## [Task prompt]
Your answer needs to include each line of the records in which the string "Pavanchakki" can be found.

(Saved entries)
◇ ◇ ◇ ◇ ◇
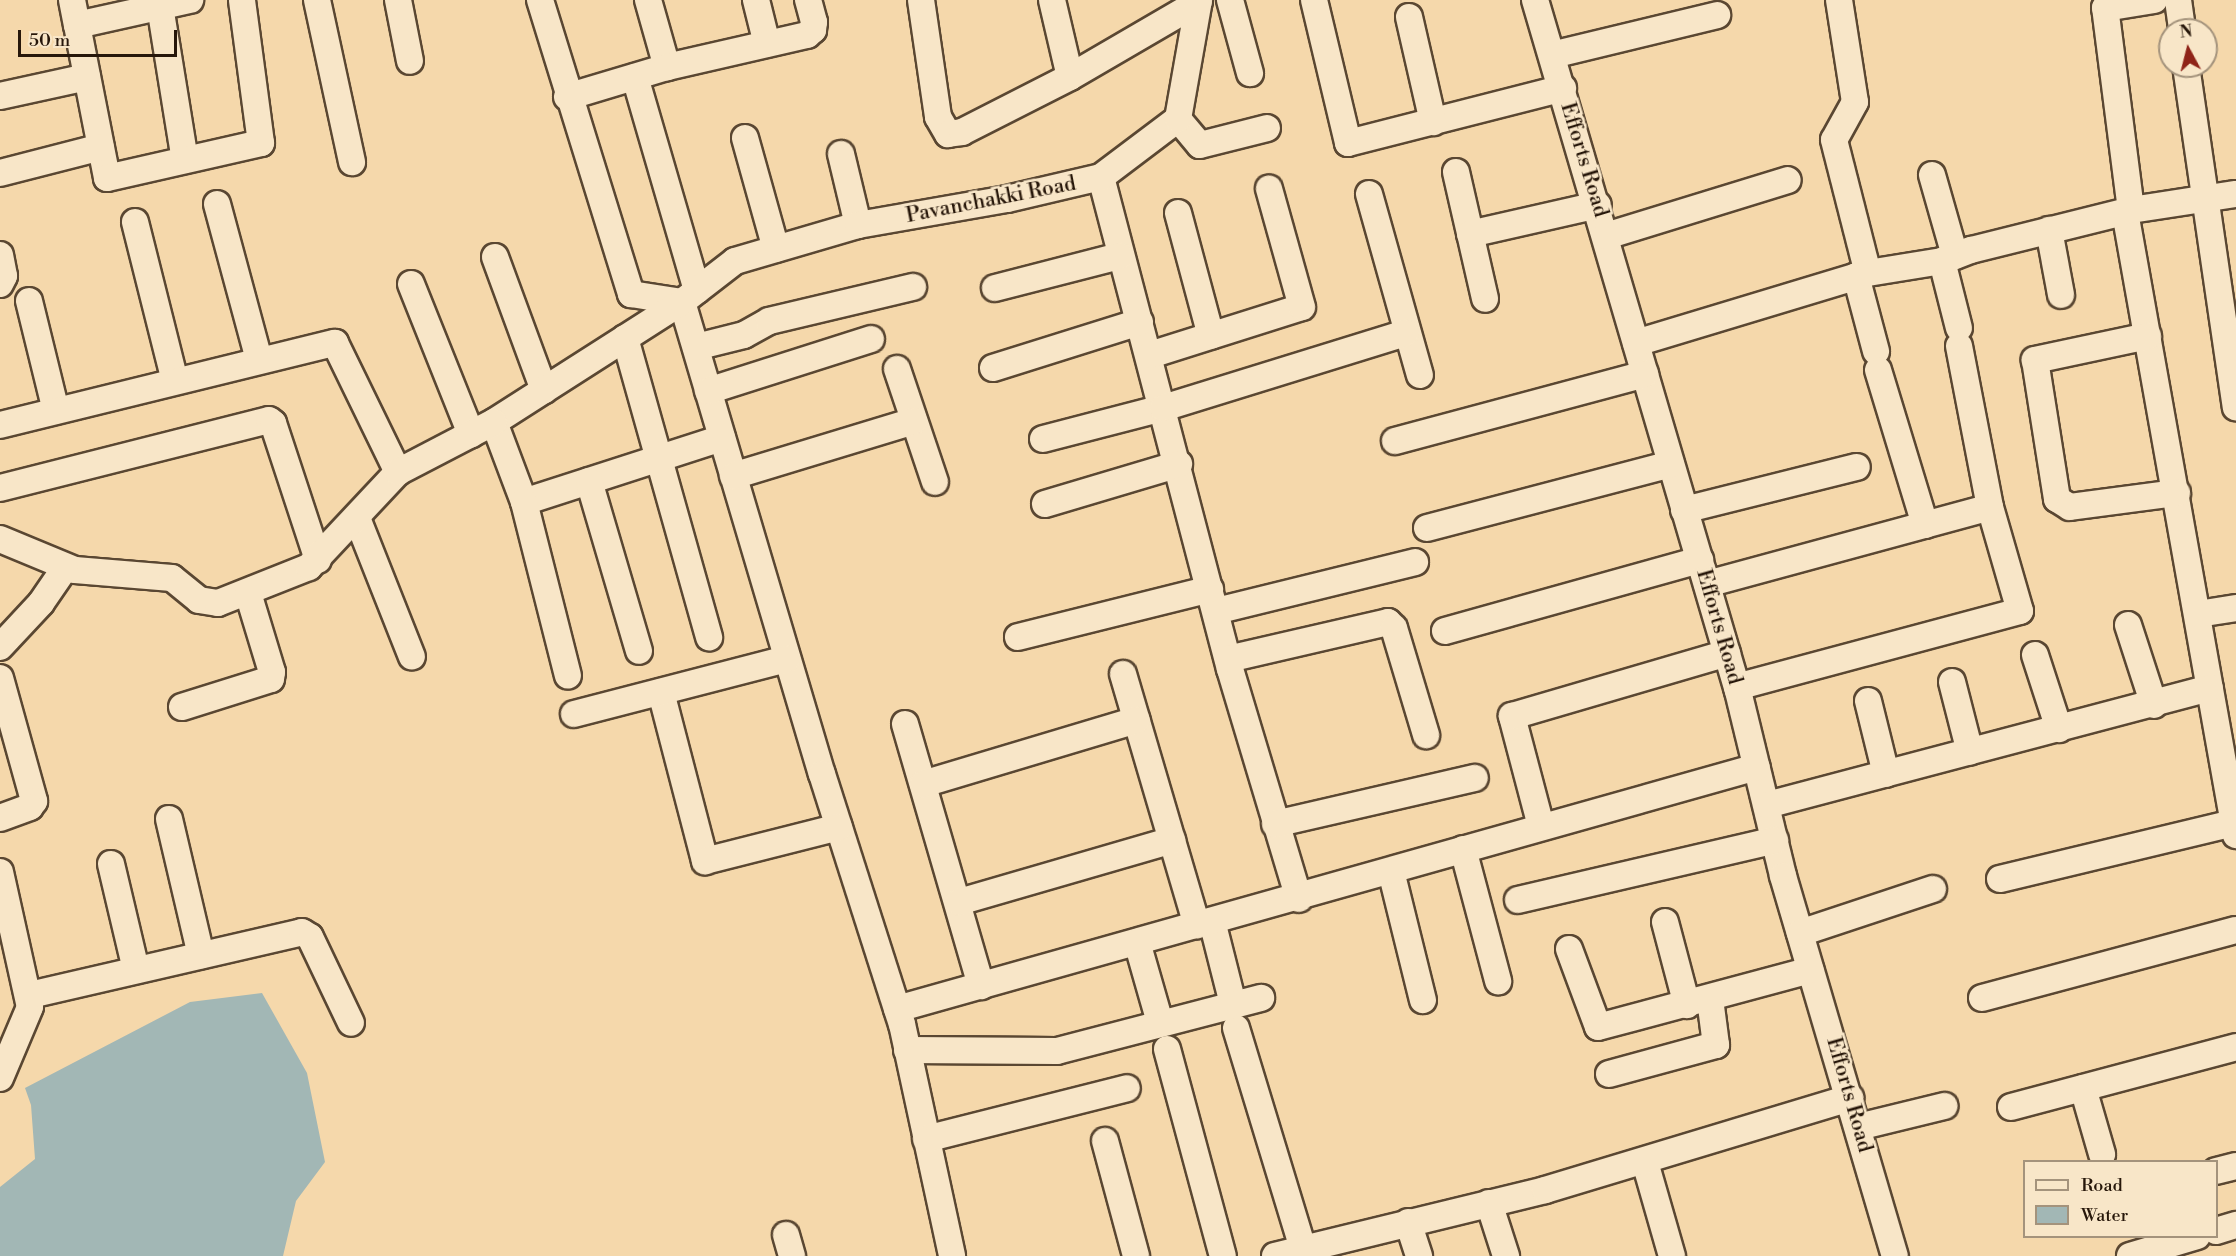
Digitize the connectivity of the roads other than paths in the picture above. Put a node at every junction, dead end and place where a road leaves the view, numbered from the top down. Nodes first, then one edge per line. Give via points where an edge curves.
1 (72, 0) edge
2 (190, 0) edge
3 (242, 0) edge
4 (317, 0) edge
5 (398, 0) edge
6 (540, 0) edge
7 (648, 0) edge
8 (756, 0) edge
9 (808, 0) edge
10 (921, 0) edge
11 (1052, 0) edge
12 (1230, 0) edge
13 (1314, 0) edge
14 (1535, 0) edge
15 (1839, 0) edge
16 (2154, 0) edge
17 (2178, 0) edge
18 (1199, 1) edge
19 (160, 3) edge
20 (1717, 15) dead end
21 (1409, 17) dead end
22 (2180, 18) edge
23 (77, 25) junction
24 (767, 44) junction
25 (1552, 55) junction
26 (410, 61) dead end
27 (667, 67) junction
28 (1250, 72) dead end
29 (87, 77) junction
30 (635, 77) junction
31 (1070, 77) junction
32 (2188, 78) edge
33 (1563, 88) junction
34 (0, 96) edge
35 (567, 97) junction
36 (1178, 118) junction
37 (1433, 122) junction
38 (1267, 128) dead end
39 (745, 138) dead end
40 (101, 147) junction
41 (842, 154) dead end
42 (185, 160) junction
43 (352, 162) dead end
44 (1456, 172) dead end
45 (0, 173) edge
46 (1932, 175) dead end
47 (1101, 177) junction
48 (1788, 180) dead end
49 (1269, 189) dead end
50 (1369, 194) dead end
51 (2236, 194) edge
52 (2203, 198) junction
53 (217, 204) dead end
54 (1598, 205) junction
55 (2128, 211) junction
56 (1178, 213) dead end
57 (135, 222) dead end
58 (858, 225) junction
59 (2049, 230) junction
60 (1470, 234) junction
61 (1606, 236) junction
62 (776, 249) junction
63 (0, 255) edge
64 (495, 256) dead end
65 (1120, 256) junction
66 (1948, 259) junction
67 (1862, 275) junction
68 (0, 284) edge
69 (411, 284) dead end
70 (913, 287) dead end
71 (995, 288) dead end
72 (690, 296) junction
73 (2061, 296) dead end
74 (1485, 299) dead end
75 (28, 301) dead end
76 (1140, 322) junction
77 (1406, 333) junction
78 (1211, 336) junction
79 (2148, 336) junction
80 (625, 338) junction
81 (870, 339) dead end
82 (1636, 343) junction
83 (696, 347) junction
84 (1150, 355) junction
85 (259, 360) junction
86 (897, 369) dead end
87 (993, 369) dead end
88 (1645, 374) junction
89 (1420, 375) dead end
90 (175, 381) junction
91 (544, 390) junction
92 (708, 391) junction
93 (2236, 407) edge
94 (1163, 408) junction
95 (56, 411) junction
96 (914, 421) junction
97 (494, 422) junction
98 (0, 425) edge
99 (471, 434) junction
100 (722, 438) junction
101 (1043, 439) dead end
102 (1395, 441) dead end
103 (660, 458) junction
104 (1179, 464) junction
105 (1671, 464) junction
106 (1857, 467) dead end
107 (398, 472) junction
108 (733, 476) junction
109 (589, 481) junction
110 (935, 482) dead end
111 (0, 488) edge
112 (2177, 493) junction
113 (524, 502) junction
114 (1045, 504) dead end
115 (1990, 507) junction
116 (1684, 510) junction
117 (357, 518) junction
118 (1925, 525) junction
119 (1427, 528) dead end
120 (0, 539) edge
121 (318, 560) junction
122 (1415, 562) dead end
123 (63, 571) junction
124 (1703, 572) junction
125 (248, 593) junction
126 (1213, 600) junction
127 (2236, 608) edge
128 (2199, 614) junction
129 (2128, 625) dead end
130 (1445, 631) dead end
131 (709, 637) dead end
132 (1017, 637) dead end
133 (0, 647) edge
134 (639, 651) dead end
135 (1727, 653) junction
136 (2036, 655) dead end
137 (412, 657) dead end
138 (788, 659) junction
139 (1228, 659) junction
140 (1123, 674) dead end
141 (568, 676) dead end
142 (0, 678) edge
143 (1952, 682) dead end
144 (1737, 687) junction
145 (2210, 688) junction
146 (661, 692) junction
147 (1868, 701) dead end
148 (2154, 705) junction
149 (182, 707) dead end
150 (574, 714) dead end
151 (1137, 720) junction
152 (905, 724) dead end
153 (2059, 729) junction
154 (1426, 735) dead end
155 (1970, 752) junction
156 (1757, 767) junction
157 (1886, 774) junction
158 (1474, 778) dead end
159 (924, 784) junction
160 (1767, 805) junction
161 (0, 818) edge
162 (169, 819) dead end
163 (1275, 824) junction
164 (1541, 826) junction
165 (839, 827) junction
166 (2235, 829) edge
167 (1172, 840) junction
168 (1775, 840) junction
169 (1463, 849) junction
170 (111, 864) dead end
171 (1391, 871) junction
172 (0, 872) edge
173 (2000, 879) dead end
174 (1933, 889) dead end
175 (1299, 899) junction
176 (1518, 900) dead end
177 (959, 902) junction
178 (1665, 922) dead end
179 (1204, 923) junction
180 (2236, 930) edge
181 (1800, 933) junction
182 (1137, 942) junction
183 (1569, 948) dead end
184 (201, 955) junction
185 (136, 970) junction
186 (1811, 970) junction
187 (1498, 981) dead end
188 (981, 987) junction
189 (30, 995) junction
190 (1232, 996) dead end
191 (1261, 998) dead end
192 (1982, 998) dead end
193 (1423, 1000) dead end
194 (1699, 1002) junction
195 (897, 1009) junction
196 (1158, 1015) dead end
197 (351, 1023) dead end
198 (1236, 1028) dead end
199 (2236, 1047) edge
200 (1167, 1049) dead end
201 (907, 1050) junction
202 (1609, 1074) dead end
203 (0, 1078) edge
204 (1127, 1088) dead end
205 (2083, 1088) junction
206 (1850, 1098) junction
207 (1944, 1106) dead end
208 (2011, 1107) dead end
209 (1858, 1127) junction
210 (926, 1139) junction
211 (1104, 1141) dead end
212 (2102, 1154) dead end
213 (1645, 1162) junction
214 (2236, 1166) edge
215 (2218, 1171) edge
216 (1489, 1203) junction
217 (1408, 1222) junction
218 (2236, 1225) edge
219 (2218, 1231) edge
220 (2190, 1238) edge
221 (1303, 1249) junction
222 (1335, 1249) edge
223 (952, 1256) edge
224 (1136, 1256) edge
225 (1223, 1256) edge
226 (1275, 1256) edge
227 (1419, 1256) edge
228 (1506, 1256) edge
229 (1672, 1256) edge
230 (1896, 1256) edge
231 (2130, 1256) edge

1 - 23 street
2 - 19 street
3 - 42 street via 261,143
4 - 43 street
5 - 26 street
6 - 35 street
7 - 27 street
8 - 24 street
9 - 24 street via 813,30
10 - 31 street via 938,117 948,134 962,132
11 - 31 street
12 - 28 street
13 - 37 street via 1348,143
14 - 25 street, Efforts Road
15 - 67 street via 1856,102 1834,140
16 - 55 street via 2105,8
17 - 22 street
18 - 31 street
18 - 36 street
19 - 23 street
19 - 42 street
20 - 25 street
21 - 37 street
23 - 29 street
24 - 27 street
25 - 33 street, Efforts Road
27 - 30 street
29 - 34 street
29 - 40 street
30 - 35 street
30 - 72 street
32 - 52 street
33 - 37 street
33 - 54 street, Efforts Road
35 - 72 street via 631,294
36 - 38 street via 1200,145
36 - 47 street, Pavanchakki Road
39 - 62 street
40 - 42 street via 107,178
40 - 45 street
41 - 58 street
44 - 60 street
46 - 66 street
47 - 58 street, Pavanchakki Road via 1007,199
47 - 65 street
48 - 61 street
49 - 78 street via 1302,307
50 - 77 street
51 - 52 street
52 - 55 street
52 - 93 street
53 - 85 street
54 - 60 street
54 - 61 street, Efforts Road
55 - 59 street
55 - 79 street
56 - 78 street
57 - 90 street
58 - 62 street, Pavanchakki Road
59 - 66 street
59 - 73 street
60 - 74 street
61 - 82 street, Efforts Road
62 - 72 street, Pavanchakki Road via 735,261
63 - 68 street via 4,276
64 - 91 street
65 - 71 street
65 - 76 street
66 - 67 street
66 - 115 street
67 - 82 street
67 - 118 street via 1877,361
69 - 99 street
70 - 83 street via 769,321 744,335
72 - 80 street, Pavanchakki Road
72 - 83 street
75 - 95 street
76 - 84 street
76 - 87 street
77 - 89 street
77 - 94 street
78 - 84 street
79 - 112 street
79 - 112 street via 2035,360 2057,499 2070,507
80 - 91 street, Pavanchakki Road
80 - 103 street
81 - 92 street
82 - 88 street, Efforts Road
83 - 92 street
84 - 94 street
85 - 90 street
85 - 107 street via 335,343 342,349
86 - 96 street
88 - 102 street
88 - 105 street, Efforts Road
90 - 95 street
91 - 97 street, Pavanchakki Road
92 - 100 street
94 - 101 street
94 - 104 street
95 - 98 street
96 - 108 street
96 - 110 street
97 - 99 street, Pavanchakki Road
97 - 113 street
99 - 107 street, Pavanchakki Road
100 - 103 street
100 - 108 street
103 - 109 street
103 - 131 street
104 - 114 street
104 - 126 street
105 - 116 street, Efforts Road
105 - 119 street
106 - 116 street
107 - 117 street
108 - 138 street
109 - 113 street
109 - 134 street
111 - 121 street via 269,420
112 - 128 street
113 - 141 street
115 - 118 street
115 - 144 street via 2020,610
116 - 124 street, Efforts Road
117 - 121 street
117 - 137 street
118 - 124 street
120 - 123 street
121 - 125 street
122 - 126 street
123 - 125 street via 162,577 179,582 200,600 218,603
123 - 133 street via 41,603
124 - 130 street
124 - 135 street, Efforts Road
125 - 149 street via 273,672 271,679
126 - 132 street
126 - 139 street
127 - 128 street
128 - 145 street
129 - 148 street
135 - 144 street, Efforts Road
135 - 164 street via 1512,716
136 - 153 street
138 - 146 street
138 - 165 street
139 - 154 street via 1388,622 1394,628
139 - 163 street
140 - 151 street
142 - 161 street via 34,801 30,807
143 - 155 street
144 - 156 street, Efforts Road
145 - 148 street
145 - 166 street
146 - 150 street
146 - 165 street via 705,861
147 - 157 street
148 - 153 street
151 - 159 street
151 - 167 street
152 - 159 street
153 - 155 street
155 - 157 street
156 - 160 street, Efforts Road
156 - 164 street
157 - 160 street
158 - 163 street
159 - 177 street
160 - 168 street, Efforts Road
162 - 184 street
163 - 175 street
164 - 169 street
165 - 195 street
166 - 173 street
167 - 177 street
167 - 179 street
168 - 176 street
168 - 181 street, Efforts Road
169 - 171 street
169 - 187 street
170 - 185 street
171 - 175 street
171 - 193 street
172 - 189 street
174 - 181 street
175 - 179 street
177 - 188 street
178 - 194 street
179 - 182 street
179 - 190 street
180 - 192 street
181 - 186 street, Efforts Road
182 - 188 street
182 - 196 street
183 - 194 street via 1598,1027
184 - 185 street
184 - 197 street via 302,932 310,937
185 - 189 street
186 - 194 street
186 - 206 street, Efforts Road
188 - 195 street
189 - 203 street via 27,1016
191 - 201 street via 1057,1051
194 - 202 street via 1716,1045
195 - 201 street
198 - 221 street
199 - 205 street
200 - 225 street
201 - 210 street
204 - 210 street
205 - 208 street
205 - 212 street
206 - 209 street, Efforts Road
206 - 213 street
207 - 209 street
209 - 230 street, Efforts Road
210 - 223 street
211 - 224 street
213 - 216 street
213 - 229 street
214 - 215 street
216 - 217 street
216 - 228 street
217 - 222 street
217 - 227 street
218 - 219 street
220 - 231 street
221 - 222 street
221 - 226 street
◇ ◇ ◇ ◇ ◇
## [Finished exercise]
36 - 47 street, Pavanchakki Road
47 - 58 street, Pavanchakki Road via 1007,199
58 - 62 street, Pavanchakki Road
62 - 72 street, Pavanchakki Road via 735,261
72 - 80 street, Pavanchakki Road
80 - 91 street, Pavanchakki Road
91 - 97 street, Pavanchakki Road
97 - 99 street, Pavanchakki Road
99 - 107 street, Pavanchakki Road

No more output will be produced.